What the task requires: Search the data below, and report every line in which "Kumral" occurs.

Supplied data:
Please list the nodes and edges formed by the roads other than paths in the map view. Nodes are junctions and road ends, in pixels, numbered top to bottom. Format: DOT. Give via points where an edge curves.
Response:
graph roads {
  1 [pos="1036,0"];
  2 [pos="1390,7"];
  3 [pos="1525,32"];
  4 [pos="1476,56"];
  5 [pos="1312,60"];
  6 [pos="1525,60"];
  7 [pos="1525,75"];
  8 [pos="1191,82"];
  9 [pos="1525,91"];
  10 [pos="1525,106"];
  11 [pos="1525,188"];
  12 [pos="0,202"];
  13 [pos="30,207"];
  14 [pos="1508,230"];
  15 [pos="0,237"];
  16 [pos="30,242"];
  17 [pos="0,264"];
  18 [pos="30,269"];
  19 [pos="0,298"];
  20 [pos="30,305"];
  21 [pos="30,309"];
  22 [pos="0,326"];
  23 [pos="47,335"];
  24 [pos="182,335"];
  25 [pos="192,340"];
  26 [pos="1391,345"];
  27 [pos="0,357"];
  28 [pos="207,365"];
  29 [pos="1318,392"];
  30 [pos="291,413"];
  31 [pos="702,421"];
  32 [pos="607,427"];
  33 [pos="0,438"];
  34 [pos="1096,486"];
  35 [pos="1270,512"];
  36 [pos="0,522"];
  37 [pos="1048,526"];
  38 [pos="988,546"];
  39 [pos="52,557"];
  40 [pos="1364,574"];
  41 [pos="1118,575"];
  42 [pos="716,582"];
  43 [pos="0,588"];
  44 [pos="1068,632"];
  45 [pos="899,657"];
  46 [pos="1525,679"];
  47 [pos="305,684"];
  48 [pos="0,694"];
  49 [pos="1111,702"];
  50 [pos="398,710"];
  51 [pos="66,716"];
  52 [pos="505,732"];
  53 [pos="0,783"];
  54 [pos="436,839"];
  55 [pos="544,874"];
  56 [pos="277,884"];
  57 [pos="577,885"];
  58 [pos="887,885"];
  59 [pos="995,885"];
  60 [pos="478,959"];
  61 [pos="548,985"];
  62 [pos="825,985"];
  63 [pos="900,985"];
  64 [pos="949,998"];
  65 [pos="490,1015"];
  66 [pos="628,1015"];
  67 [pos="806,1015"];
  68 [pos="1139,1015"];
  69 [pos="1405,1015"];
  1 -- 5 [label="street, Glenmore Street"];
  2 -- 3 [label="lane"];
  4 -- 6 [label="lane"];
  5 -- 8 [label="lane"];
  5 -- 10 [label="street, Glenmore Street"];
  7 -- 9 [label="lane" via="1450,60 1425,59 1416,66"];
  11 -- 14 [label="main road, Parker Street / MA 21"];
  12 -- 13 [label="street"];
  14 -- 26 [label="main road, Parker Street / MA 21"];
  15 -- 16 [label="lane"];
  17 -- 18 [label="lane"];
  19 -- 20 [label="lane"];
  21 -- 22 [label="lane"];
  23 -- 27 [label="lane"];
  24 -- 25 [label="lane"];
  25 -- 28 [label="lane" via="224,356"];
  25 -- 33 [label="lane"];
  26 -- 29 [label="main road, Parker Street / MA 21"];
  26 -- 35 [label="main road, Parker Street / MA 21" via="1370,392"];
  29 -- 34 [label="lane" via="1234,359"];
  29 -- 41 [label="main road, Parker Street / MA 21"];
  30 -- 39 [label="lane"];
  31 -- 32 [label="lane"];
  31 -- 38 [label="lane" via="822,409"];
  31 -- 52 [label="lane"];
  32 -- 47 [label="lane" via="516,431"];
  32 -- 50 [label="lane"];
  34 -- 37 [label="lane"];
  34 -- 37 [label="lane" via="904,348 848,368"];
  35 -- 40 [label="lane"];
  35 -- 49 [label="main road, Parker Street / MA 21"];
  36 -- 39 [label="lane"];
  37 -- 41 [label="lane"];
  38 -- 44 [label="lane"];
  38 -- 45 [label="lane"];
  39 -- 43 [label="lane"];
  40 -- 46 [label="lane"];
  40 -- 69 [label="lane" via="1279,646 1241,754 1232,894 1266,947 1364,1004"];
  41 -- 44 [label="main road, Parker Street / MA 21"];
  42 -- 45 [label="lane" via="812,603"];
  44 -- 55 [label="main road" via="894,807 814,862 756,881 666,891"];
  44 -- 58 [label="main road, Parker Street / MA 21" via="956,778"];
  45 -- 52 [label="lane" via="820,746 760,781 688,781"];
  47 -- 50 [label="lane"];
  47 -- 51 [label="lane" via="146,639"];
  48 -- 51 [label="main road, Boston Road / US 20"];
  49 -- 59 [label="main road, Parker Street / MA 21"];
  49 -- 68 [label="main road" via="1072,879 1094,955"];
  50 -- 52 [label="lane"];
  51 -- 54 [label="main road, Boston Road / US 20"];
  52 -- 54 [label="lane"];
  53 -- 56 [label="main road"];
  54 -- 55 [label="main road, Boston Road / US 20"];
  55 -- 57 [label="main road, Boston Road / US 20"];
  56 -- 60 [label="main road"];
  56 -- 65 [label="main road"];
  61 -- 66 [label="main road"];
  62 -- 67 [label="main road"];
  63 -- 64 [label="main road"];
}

* * *

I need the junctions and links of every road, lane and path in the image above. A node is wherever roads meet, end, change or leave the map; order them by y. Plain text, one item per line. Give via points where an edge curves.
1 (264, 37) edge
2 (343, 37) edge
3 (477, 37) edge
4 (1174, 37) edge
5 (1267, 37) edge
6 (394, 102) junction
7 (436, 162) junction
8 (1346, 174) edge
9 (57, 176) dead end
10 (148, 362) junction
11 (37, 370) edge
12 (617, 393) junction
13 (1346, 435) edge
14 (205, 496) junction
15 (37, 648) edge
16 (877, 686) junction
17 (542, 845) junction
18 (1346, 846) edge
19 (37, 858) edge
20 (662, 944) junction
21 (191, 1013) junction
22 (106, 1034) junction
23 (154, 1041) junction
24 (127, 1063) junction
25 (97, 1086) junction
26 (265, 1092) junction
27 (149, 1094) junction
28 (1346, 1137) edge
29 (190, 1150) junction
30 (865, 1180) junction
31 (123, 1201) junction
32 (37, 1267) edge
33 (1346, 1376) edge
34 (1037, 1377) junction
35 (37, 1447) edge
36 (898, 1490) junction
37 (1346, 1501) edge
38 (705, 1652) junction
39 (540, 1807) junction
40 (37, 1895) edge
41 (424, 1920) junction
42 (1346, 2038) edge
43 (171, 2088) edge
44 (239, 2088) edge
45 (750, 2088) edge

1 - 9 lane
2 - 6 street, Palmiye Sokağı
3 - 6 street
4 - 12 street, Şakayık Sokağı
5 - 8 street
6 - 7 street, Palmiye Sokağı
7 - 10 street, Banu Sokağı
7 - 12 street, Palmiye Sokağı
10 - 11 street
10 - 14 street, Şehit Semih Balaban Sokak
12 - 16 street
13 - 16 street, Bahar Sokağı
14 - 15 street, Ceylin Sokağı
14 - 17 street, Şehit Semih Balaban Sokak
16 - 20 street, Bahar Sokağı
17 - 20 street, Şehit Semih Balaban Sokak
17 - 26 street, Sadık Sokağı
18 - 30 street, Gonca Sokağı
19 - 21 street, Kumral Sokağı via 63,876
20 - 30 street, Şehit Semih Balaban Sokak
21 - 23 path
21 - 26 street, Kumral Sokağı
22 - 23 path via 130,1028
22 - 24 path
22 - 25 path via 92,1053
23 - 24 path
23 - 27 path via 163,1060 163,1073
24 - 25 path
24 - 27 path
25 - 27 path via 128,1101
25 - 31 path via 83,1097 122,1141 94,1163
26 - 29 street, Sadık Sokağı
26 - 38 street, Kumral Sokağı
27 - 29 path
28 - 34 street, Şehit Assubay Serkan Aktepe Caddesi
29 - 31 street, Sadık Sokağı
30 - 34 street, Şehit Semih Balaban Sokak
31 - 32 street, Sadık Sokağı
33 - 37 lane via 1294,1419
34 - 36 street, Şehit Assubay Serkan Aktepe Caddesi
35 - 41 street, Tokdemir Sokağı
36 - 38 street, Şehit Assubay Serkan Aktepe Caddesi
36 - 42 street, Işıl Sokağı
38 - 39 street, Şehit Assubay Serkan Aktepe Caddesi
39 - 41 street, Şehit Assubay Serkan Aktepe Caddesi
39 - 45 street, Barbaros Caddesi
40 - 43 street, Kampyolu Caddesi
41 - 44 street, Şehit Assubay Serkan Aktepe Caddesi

Answer to this problem:
19 - 21 street, Kumral Sokağı via 63,876
21 - 26 street, Kumral Sokağı
26 - 38 street, Kumral Sokağı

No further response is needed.